See §§ 406, 173, and 289, note.

§ 177. (Am'd 1849, 1866.)

Supplemental pleading.

The plaintiff and defendant respectively may be allowed on motion to make a supplemental complaint, answer or reply, alleging facts material to the case occurring after the former complaint, answer or reply, or of which the party was ignorant when his former pleading was made, and either party may, by leave of the court, in any pending or future action, set up by a supplemental pleading the judgment or decree of any court of competent jurisdiction rendered since the commencement of such action, determining the matters in controversy in said action or any part thereof, and if said judgment be set up by the plaintiff, the same shall be without prejudice to any provisional remedy theretofore issued, or other proceedings had in said action on his behalf.

b. Supplemental Pleading.-A supplemental pleading is not a substitute for or waiver of the original, but in addition to it (Dann v. Baker, 12 How. 521); it must be consistent with the original (Slauson v. Engelheart, 34 Barb. 198; Wattson v. Thibou, 17 Abb. 184; Slauson v. Engelheart, 34 Barb. 198), must be of circumstances happening after the commencement of the action, or after the original pleading was put in, or of which the party was ignorant at the time of putting in his original pleading (Hornfager v. Hornfager, 1 Code Rep. N. S. 180; Hendricks v. Decker, 35 Barb. 302; Williams v. Hernon, 16 Abb. 173; Matthews v. Chicopee Man. Co. 3 Rob. 712; Lampson v. McQueen, 15 Abb. 345; Cheeseman v. Sturges, 19 Abb. 293; Drought v. Curtiss, 8 How. 56; Radley v. Houghtaling, 4 How. 251; McMahon v. Allen, 1 Hilton, 103; 3 Abb. 89; 12 How. 39; Sage v. Mosher, 17 How. 367; Houghton v. Skinner, 5 How. 420); and set up matter which cannot be inserted by an amendment (McMahon v.

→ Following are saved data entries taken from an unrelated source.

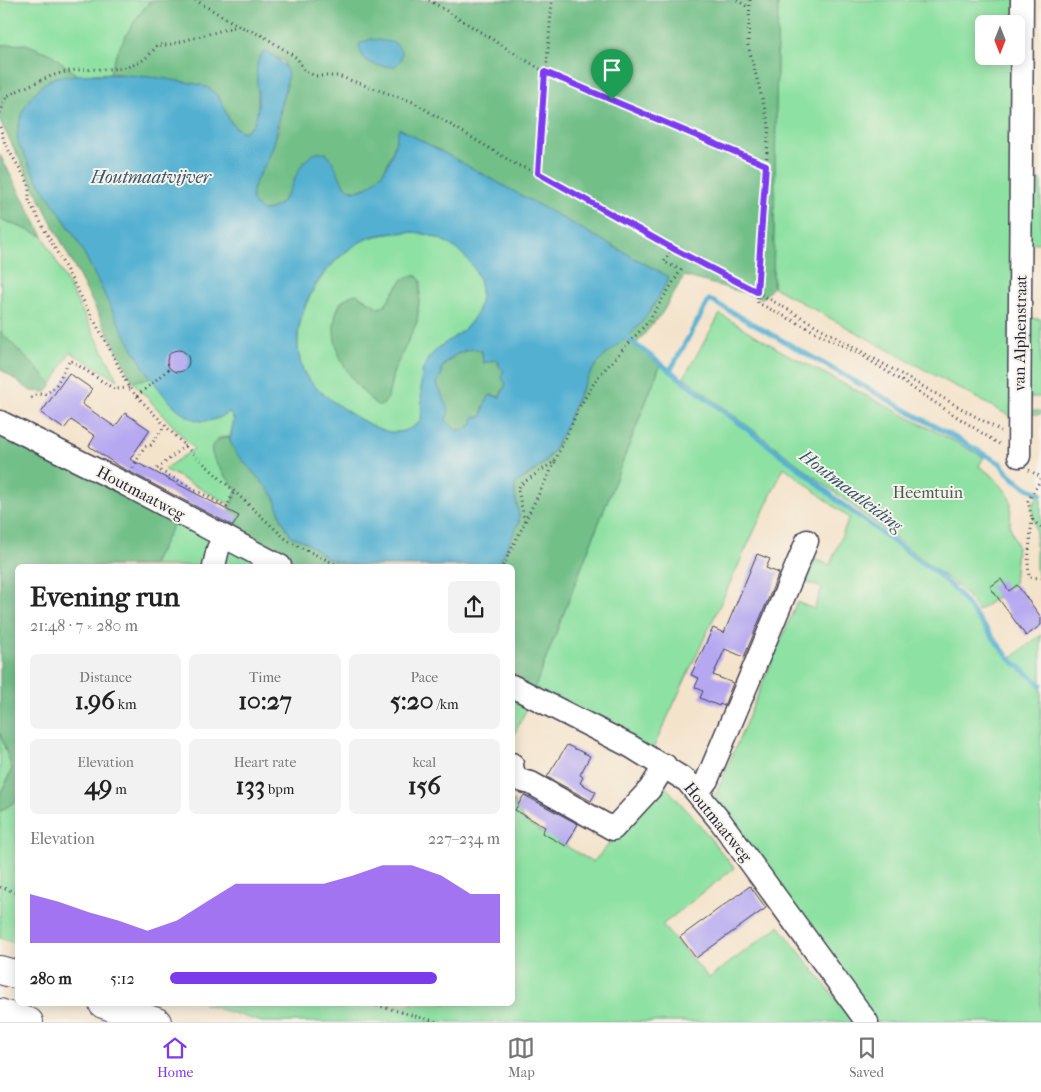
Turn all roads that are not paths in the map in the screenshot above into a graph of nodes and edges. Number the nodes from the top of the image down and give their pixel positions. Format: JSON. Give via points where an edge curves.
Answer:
{"nodes":[{"id":1,"x":1022,"y":0,"type":"edge"},
{"id":2,"x":0,"y":422,"type":"edge"},
{"id":3,"x":1019,"y":456,"type":"road end"},
{"id":4,"x":224,"y":537,"type":"junction"},
{"id":5,"x":807,"y":541,"type":"dead end"},
{"id":6,"x":214,"y":564,"type":"edge"},
{"id":7,"x":276,"y":564,"type":"edge"},
{"id":8,"x":515,"y":688,"type":"edge"},
{"id":9,"x":665,"y":765,"type":"junction"},
{"id":10,"x":515,"y":775,"type":"edge"},
{"id":11,"x":698,"y":792,"type":"junction"},
{"id":12,"x":0,"y":970,"type":"edge"},
{"id":13,"x":15,"y":975,"type":"edge"},
{"id":14,"x":108,"y":1006,"type":"edge"},
{"id":15,"x":0,"y":1013,"type":"edge"},
{"id":16,"x":29,"y":1022,"type":"edge"},
{"id":17,"x":157,"y":1022,"type":"edge"},
{"id":18,"x":867,"y":1022,"type":"edge"}],
"edges":[{"from":1,"to":3,"type":"street","name":"van Alphenstraat"},
{"from":2,"to":4,"type":"street","name":"Houtmaatweg"},
{"from":4,"to":6,"type":"street"},
{"from":4,"to":7,"type":"street","name":"Houtmaatweg"},
{"from":5,"to":11,"type":"street","via":[[707,780]]},
{"from":8,"to":9,"type":"street","name":"Houtmaatweg"},
{"from":9,"to":10,"type":"street","via":[[650,789],[613,829],[531,783],[520,781]]},
{"from":9,"to":11,"type":"street","name":"Houtmaatweg"},
{"from":11,"to":18,"type":"street","name":"Houtmaatweg"},
{"from":12,"to":13,"type":"highway"},
{"from":14,"to":17,"type":"highway"},
{"from":15,"to":16,"type":"highway"}]}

Allen, supra); introducing new facts or new parties by amendment in a case where it should be done by a supplemental pleading is irregular, but the pleading so amended is not a nullity (Beck v. Stephani, 9 How. 193; see Hornfager v. Hornfager, and Lampson v. McQueen, supra).

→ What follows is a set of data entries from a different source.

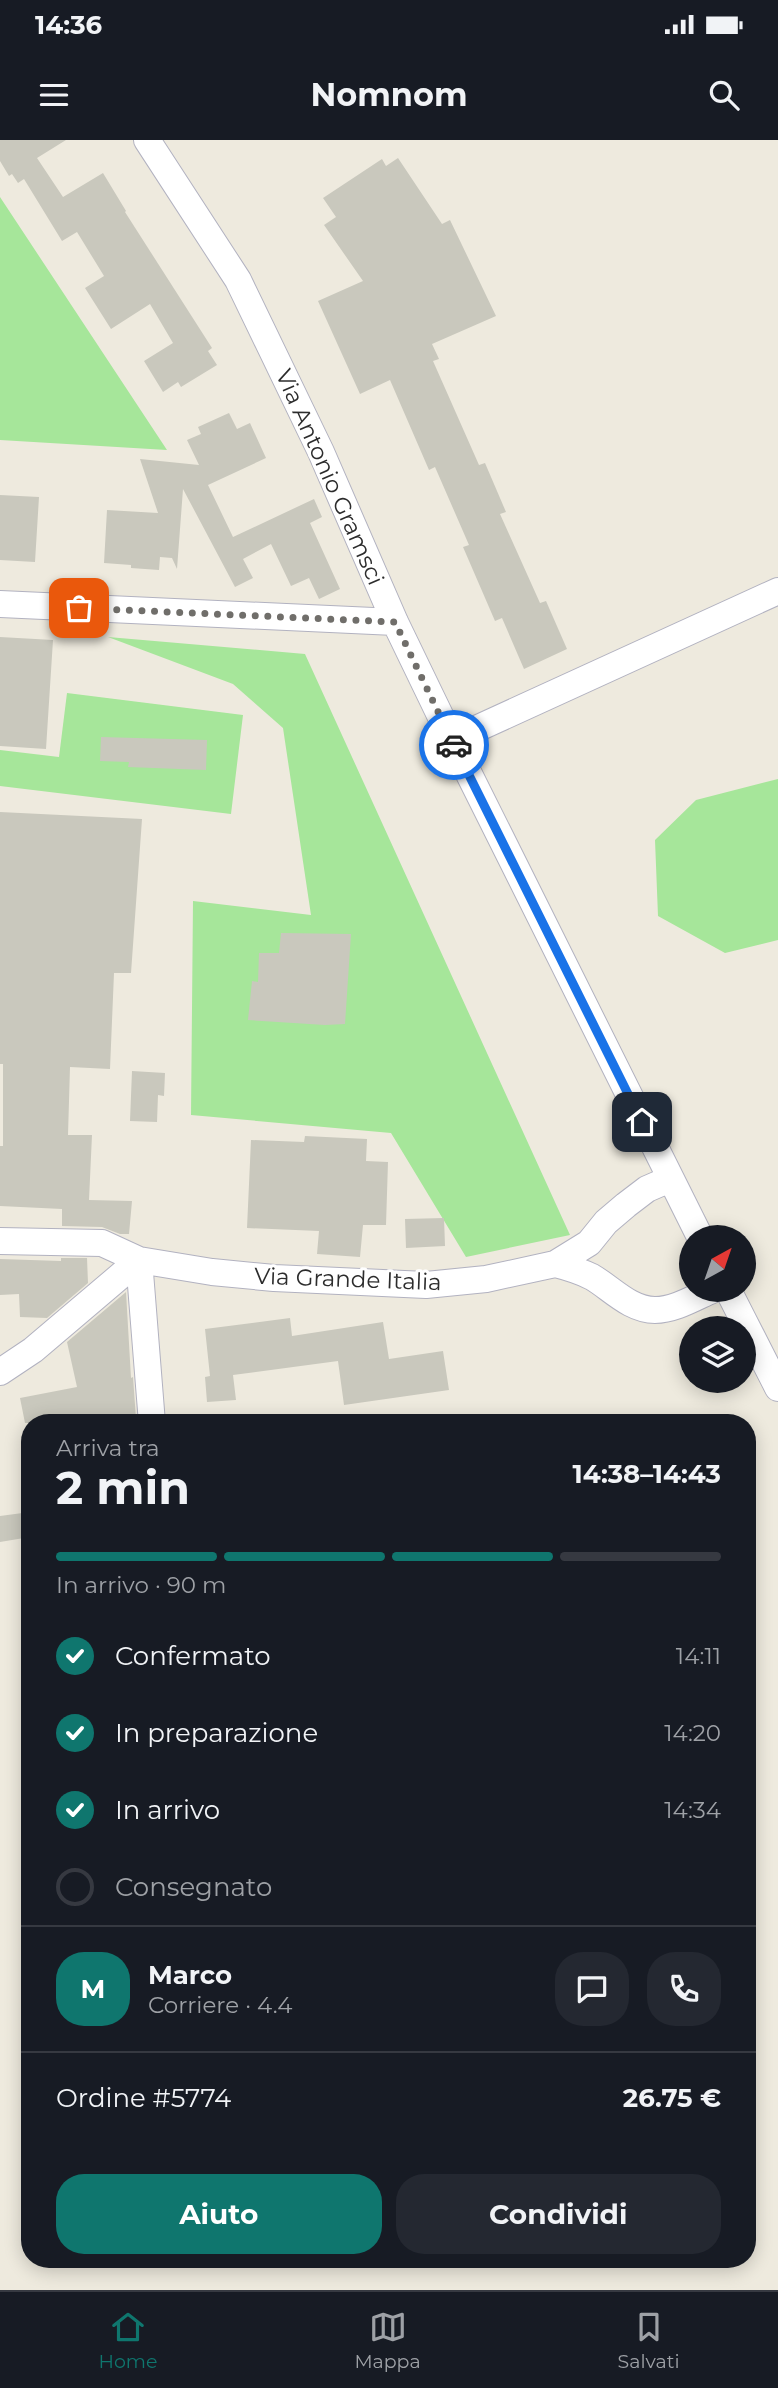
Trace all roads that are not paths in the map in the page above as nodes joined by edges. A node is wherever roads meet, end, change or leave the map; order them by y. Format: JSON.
{"nodes":[{"id":1,"x":147,"y":140,"type":"edge"},
{"id":2,"x":778,"y":591,"type":"edge"},
{"id":3,"x":0,"y":604,"type":"edge"},
{"id":4,"x":395,"y":622,"type":"junction"},
{"id":5,"x":452,"y":740,"type":"junction"},
{"id":6,"x":670,"y":1179,"type":"junction"},
{"id":7,"x":694,"y":1225,"type":"edge"},
{"id":8,"x":0,"y":1241,"type":"edge"},
{"id":9,"x":139,"y":1260,"type":"junction"},
{"id":10,"x":555,"y":1264,"type":"junction"},
{"id":11,"x":685,"y":1302,"type":"edge"},
{"id":12,"x":734,"y":1302,"type":"edge"},
{"id":13,"x":0,"y":1372,"type":"edge"},
{"id":14,"x":778,"y":1388,"type":"edge"},
{"id":15,"x":151,"y":1414,"type":"edge"}],
"edges":[{"from":1,"to":4,"type":"street","name":"Via Antonio Gramsci"},
{"from":2,"to":5,"type":"street"},
{"from":3,"to":4,"type":"street"},
{"from":4,"to":5,"type":"street","name":"Via Antonio Gramsci"},
{"from":5,"to":6,"type":"street","name":"Via Antonio Gramsci"},
{"from":6,"to":7,"type":"street","name":"Via Antonio Gramsci"},
{"from":6,"to":10,"type":"street","name":"Via Grande Italia"},
{"from":8,"to":9,"type":"street","name":"Via Grande Italia"},
{"from":9,"to":10,"type":"street","name":"Via Grande Italia"},
{"from":9,"to":13,"type":"street"},
{"from":9,"to":15,"type":"street"},
{"from":10,"to":11,"type":"street"},
{"from":12,"to":14,"type":"street"}]}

c. Supplemental complaint.-A supplemental complaint may be resorted to, almost as a matter of course, where facts have occurred subsequent to the original complaint, which vary the relief to which the plaintiff was entitled at the commencement of the action (Hasbrouck v. Shuster, 4 Barb. 285). As to supplemental bill, see Butler v. Cunningham, 1 Barb. 86; and leave to file a supplemental complaint will be granted in such cases without costs, if the application is made promptly (Sage v. Mosher, 17 How. 367). The rule is said to be that the filing a supplemental complaint should be allowed only on equitable terms, and never at the expense of the defendant (id.) Where the

performance or happening of some act is necessary to give the plaintiff a cause of action, and such act is not performed or does not happen until after the action is commenced, the plaintiff cannot by supplemental complaint incorporate such act into the case (McCulloch v. Colby, 4 Bosw. 603; Wattson v. Thibou, 17 Abb. 184); for a new substantive cause of action cannot be set up by a supplemental complaint (id.)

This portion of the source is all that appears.